Friday, July 23, 2004


I am interested in many things besides my vocation. But there are two about which I am a complete ignoramous-sports and politics. If I am in a group and everyone is getting irked with my constant interrupting and talking, there is a sure-shot way of silencing me. Start talking about Indian elections in the 1970s or the results of the latest X game (where X=Soccer, Cricket, Hockey, Tennis, Formula One or/and all the others). You can rest assured that my face will become white as a corpse's and I will lapse into meditative silence. Politics and sports just don't enamour themselves to me. There are a couple of reasons. As far as sports is concerned, the reason is simple. I am so lazy, that even the efforts of watching others exert themselves to exhaustion, no matter how noble the goal may be, completely overwhelms me. I have made some efforts to watch at least the best cricket matches which India has won, lest my fellow countrymen forever label me as the indifferent traitor. But I don't know any of the technical details of the game, although I know enough extreme cricket facts from the Guiness Book to regale my fellow American friends a few times.
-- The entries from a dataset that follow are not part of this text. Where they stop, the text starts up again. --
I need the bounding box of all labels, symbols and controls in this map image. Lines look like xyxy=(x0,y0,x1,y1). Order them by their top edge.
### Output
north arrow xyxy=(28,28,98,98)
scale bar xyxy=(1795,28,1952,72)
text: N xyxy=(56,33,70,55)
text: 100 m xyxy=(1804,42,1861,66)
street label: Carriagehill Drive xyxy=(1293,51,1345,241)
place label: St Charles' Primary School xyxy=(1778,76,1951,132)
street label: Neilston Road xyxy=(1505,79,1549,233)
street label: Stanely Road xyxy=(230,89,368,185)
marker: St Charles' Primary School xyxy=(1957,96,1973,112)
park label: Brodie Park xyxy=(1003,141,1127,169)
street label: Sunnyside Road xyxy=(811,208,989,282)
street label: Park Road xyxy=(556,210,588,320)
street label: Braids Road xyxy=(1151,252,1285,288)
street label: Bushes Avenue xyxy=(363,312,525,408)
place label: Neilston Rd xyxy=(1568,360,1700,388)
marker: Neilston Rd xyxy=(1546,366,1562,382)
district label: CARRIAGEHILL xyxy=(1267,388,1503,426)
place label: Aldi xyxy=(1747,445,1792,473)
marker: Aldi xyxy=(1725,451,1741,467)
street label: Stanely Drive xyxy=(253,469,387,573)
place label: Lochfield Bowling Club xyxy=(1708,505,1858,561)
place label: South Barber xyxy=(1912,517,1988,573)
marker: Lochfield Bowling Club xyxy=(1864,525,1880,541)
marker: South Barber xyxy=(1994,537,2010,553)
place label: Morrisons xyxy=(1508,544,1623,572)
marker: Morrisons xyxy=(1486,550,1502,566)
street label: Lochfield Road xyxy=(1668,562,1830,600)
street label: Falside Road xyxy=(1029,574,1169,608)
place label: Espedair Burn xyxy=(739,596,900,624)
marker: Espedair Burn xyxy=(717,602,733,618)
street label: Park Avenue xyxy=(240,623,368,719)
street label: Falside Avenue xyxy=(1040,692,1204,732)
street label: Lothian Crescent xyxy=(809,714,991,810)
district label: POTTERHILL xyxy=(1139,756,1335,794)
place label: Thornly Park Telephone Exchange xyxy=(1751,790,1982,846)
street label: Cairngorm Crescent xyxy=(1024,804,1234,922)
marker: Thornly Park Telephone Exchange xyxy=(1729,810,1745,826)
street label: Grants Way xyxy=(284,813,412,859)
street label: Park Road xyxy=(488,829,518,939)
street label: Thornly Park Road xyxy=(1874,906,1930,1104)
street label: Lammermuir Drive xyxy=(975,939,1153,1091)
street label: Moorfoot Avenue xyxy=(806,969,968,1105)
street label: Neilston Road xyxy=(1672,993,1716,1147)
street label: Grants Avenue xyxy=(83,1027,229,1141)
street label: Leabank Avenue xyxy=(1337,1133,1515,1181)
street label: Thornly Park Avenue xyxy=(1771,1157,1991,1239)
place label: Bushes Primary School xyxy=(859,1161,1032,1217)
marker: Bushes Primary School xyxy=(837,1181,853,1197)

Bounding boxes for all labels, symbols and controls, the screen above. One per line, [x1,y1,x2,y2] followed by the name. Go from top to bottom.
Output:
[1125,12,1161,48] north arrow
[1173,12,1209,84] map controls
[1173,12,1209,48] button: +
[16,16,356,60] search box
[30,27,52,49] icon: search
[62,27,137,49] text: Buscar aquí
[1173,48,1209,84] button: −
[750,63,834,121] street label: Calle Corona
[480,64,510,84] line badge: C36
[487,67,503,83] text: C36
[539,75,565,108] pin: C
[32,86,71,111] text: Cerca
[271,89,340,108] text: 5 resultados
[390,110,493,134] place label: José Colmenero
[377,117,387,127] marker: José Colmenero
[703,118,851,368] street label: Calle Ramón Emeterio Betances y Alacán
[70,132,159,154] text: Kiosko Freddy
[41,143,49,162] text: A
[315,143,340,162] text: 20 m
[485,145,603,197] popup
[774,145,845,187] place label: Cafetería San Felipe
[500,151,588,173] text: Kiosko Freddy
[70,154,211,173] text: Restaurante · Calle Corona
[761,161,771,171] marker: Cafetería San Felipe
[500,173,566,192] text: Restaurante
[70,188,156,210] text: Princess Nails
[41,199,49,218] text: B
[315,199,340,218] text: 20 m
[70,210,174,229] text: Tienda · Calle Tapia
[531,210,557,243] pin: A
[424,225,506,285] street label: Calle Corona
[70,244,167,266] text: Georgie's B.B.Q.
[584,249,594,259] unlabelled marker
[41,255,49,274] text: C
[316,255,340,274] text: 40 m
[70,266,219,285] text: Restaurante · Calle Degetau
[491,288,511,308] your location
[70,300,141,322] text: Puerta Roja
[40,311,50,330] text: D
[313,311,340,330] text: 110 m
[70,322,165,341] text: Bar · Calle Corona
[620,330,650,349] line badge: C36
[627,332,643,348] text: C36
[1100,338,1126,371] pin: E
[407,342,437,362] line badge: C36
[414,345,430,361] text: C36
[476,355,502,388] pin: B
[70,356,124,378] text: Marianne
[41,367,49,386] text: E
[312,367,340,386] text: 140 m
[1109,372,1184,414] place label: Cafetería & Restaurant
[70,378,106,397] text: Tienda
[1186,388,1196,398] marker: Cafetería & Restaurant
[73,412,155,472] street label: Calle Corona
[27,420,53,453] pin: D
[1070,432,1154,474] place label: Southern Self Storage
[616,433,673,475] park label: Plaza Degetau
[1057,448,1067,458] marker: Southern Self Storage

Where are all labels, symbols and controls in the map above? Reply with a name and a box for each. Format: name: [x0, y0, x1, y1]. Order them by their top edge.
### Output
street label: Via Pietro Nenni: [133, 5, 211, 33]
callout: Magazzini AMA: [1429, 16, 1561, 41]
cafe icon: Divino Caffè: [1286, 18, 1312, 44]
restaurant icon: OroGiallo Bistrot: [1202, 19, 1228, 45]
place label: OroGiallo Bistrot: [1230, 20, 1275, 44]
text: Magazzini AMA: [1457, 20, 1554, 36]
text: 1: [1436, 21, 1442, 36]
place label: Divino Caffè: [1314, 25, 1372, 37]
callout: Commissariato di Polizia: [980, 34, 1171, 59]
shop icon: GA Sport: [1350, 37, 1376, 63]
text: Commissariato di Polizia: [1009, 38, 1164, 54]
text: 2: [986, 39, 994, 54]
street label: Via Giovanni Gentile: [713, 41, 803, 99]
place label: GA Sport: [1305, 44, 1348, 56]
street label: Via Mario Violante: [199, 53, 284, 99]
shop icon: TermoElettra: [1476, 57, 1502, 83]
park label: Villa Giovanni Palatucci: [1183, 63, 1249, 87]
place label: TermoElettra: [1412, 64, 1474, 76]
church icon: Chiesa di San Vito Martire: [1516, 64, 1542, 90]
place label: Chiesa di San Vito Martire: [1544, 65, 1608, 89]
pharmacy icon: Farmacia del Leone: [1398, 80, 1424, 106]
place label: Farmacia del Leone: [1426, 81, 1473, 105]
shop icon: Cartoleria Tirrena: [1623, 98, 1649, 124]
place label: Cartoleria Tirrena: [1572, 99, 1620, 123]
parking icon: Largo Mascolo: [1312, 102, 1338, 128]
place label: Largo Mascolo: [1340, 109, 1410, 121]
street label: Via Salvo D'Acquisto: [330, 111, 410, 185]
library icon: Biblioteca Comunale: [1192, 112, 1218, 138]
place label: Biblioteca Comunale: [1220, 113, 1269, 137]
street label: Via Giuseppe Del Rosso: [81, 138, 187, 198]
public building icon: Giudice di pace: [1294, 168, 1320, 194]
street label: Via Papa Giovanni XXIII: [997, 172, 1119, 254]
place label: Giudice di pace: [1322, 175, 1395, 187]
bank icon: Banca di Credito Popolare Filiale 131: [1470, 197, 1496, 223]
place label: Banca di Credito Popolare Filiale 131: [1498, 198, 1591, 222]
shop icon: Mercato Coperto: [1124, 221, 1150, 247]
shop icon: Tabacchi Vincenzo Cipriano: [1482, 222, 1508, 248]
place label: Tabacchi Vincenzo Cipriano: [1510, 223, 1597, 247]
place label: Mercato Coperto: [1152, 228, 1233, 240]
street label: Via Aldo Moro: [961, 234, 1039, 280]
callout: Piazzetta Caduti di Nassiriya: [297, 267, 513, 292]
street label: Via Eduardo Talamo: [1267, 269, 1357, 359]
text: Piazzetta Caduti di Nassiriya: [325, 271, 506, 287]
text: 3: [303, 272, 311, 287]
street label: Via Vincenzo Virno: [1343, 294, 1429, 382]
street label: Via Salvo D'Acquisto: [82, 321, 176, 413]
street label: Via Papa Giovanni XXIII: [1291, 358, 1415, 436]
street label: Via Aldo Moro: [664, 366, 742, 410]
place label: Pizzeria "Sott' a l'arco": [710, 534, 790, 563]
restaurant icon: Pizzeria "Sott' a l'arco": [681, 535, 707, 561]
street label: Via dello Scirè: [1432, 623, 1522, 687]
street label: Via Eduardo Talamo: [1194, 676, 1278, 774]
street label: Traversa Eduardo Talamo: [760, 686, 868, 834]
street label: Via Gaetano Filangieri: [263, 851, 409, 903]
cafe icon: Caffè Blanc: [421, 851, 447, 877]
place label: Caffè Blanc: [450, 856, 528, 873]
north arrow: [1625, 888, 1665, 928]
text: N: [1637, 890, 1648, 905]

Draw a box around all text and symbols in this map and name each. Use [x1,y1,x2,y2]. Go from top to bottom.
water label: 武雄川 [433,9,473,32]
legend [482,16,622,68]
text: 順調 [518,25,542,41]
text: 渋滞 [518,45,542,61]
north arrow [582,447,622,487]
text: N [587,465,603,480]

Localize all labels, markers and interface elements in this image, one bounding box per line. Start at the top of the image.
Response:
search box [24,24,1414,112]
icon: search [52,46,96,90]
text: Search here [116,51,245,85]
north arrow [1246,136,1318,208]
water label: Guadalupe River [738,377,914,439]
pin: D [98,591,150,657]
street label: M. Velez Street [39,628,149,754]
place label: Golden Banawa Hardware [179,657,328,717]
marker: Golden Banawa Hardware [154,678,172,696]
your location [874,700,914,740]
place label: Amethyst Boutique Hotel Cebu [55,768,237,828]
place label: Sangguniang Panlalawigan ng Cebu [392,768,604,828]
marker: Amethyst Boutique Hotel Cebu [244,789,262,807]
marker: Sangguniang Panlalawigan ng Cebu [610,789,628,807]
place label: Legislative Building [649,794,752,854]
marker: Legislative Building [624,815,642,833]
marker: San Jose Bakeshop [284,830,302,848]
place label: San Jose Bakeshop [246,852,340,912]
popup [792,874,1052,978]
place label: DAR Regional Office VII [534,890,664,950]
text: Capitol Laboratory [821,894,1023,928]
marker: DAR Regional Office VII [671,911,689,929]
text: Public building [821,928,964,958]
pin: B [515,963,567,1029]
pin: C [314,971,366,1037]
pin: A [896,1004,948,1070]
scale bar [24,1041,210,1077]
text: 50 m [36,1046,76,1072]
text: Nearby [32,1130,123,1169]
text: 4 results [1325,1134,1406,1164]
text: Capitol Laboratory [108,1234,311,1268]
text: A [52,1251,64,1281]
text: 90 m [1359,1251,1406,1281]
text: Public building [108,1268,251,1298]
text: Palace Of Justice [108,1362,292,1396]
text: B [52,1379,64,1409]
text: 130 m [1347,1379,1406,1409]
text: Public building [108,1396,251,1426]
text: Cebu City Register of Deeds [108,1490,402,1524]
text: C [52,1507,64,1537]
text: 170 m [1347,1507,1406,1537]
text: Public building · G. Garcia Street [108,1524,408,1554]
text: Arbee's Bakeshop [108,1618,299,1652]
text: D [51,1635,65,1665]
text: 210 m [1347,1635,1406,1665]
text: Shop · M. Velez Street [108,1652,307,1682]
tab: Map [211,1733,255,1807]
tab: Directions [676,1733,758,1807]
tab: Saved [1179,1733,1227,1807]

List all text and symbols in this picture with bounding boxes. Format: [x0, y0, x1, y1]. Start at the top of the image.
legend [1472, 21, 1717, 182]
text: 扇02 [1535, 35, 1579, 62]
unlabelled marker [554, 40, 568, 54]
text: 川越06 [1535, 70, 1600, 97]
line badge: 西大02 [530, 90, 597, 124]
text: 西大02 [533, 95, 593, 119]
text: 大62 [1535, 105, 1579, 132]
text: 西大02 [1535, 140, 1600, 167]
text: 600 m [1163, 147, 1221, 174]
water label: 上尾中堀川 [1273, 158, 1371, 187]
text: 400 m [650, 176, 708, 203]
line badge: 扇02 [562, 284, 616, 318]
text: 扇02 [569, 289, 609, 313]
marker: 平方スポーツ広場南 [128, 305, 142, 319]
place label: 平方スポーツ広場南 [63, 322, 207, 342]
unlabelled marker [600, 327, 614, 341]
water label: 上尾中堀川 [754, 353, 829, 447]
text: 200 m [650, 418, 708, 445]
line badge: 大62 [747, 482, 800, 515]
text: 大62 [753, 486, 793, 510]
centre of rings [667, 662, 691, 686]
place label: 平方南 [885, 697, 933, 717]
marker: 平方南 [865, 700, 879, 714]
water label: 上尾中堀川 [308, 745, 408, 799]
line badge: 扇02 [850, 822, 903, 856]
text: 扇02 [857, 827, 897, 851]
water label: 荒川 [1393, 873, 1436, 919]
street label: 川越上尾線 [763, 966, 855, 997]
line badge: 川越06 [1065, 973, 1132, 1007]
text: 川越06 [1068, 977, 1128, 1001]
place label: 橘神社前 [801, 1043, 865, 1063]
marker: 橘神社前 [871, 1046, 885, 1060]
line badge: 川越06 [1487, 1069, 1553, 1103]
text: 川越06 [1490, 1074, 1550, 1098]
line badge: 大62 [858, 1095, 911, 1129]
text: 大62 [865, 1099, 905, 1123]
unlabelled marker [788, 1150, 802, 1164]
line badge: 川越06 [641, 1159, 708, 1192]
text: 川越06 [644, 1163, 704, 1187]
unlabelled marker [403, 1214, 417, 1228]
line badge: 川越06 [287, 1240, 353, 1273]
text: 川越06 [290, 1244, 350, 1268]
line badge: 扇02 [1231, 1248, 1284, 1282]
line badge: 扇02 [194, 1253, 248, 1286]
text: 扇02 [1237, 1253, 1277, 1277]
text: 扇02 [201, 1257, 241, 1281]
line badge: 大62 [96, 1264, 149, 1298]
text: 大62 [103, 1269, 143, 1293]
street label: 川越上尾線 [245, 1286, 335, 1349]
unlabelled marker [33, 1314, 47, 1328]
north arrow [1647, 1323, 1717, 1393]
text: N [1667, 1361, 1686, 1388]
But that is largely a social PR tactic, and after an extent, I get bored of reading about even these exemplary feats. As far as other sports are concerned, I don't even know the basics of any of them, albeit the facts that tennis is played with a racquet and soccer is played with a ball. However, even with all these inadequacies, I am still blissfully unaware of all sports that are played around the world. And I have never been worried about that. Maybe tomorrow, when I am constantly surrounded by enough enthusiastic animals so as to get me into the mood, I may someday actually learn where the slip and the gully are...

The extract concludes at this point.